Appropriation (Parliamentary Departments) Bill (NO. 1) 2008-2009; Appropriation Bill (NO. 1) 2008-2009; Appropriation Bill (NO. 2) 2008-2009

Second Reading

9:04 pm

Photo of Andrew BartlettAndrew Bartlett (Queensland, Australian Democrats) Share this | Hansard source

I note that interjection from Senator Evans. And it is true with regard to the humanitarian intake as well. I think it is worth making that point. One of the downsides of the debate that we did have about refugees and asylum seekers, apart from all the blatant, disgraceful vilification, was this suggestion that it was a drain on the economy. Sure, there are costs; I do not dispute that. But there is a cost every time a person has a child. People chew up resources, and children chew up a lot of resources, as any parent knows—as society should know, with the cost of educating and schooling any child. But any suggestion that we should stop people having children because they cost too much to educate would be rightly laughed out of the arena. To use such crude arguments against having migrants or refugees coming here is just as ludicrous. Of course there are costs, and of course we need to take those into account and assess them all, and look at the wider economic, social infrastructure and environmental issues that come into play. But to simply make blatant statements and say they are a cost is ludicrous. The minister was right in emphasising that even the humanitarian intake, where people can have significant issues in relation to overcoming past trauma, English issues, major social dislocation issues, family separation issues and settlement issues, in general costs money; but it is an investment, in the same way education is an investment.

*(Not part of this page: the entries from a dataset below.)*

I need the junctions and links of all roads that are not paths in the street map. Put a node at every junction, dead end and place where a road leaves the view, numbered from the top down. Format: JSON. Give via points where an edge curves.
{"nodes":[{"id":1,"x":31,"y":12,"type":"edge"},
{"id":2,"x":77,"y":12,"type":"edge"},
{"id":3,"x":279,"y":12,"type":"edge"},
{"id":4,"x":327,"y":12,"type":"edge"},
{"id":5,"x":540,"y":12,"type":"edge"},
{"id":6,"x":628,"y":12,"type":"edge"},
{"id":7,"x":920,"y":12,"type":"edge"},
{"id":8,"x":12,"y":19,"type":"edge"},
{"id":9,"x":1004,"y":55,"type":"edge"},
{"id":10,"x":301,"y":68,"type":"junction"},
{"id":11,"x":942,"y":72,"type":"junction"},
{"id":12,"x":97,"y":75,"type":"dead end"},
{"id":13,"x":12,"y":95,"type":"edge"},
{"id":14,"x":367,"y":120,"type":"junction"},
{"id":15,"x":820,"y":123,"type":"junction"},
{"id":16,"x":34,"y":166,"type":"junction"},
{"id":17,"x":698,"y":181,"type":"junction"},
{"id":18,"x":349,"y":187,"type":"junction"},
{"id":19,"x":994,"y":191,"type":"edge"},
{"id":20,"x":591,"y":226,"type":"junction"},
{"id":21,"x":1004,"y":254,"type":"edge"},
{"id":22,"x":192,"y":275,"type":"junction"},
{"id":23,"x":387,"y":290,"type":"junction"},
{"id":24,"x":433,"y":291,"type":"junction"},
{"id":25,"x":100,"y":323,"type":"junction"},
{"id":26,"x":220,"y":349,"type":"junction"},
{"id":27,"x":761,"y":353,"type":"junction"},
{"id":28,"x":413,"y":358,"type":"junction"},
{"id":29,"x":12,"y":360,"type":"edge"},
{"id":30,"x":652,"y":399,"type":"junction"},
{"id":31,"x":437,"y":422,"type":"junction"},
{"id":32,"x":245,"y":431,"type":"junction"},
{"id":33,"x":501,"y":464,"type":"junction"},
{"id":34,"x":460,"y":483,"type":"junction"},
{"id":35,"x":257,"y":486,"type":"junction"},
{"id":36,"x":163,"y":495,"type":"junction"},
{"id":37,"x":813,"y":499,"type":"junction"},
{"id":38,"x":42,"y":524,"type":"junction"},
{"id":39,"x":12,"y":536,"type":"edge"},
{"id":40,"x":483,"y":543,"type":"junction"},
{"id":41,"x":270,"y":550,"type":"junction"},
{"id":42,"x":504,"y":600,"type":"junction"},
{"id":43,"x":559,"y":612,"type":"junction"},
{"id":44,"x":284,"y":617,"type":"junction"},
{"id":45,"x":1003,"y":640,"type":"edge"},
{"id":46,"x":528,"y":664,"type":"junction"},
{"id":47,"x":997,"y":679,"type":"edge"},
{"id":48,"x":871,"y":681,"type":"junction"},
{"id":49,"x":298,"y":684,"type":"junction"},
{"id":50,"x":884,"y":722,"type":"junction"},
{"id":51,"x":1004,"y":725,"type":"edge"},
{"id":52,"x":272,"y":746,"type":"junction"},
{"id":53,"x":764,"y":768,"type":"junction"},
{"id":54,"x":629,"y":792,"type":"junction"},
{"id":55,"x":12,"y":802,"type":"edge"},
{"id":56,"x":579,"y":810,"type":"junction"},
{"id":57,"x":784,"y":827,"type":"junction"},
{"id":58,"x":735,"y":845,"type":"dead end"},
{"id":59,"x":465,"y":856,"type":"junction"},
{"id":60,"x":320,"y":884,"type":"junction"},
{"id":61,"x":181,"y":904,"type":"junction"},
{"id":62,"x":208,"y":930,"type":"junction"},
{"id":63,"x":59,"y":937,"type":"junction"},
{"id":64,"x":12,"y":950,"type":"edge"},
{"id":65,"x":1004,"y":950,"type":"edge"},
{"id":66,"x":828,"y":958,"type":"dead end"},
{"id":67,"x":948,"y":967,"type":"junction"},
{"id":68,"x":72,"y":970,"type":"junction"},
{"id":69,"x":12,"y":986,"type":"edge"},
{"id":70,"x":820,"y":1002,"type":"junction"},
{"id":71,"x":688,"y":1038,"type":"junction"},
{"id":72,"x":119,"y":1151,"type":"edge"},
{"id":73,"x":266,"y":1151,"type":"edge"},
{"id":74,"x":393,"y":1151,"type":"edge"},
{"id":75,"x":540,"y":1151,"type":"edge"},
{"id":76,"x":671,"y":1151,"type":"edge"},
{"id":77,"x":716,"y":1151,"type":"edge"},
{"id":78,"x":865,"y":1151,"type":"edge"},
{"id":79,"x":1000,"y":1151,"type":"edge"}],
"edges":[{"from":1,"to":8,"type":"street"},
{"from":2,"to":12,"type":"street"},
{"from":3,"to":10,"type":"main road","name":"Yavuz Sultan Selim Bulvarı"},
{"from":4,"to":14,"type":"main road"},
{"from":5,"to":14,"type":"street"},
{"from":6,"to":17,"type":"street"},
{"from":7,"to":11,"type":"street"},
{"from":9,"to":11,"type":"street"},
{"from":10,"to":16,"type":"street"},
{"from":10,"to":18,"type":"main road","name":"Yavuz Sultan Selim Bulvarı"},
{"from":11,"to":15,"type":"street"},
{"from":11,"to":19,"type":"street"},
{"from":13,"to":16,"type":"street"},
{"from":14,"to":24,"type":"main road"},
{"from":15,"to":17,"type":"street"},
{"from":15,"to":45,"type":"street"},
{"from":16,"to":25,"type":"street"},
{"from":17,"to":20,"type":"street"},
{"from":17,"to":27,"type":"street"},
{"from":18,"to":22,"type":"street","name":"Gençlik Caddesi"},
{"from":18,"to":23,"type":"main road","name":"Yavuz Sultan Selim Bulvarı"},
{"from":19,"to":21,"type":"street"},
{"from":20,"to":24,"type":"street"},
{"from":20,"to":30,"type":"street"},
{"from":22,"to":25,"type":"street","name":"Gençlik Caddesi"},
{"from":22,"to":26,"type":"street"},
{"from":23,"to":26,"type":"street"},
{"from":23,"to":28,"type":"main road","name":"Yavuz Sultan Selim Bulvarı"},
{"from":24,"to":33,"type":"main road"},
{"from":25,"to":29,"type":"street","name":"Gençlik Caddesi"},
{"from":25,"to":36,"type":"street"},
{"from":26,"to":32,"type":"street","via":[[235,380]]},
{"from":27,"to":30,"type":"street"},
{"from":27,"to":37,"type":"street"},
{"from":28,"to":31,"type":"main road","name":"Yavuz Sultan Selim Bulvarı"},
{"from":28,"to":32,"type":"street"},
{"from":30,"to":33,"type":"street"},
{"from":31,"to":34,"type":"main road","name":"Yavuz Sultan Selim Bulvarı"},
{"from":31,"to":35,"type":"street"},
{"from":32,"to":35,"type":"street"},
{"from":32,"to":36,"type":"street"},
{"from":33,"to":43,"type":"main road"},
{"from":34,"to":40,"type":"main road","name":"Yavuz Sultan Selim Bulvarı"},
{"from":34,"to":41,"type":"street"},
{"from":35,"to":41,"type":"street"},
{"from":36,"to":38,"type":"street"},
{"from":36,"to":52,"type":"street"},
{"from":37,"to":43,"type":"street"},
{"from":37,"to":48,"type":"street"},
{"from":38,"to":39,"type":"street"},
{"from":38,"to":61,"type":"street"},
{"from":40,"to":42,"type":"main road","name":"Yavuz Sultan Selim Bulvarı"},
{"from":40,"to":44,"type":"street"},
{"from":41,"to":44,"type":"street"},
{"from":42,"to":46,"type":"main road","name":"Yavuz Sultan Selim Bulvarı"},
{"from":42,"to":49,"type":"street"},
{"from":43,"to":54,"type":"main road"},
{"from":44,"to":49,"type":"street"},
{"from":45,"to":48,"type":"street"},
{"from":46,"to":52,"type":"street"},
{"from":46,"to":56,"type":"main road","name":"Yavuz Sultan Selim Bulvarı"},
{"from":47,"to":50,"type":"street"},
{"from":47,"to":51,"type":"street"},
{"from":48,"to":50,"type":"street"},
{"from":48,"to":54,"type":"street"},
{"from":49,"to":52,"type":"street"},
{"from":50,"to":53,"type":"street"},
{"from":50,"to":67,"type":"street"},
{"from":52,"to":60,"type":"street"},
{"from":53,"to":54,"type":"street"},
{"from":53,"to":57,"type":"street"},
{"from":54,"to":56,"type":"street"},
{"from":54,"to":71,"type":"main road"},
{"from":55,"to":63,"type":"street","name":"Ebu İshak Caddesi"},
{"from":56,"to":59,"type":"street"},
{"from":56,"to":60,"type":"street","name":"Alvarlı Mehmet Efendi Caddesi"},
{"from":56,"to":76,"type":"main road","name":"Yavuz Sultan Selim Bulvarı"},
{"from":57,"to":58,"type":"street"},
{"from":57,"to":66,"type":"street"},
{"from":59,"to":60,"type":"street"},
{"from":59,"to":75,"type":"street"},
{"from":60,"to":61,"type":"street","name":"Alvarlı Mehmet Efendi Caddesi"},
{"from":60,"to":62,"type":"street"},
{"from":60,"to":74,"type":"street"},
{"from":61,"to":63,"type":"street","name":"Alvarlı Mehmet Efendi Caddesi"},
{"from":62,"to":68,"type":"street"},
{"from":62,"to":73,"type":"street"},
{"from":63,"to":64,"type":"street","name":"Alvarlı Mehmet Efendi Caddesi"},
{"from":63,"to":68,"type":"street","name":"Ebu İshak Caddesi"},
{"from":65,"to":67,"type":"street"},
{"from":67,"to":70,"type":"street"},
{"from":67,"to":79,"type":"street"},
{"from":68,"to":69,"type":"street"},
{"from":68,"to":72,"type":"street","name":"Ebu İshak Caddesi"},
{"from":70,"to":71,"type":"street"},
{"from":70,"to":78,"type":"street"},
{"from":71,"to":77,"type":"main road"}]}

To me this comes to a core point. One of the aspects of the significant increase in the proportion of our migration intake that are coming as long-term temporary migrants is that our settlement support and wider welcoming measures, if you want to use that term, have not adjusted properly. Lots of people when they come here, whether as permanent migrants or long-term temporary arrivals, do fine—they come into a job, they have family here, they can plug straight in. But plenty of them do not. Plenty of international students are actually extremely isolated and are quite at risk; many of them are quite vulnerable. Many of them have had parents go hugely into debt to make sacrifices to provide this opportunity for their children. It is certainly not cheap to be an overseas student to pay for your education fees, let alone the costs of getting here, the costs of housing and all of those things when they arrive. And if they run into difficulties, if they fail too many subjects, if they get caught working 20.1 hours instead of 20 hours, they can have their visa cancelled like that and they can lose the whole lot. They can literally have their lives ruined, particularly if they end up in detention, as some of them do—they cop a debt as part of that; they have a mark on their record as though they have been jailed. It can cause horrendous destruction of people’s lives, a cost far in excess of an appropriate penalty for any mistake they may have made with regard to breaching their visas or simply not passing their courses. We need to take those things into account, particularly for what is an export industry. There are always going to be circumstances where these things happen, but I think we can reduce them, whether it is in the student area or in the many other areas where people arrive on temporary visas, by just providing more short-term resources to make sure people are not isolated, that they are plugged in somewhere, that they have support, that they know where to go to get help early on. That early investment in the arrival of these huge numbers of people—because they are not cogs in a machine; they do contribute to Australia economically, socially and culturally—like education itself can bring enormous benefits to Australia down the track, as we have seen from so many who have come here under the humanitarian and family intakes. I do think it is important to have more resources and to re-examine how we deploy existing resources with regard to arrivals.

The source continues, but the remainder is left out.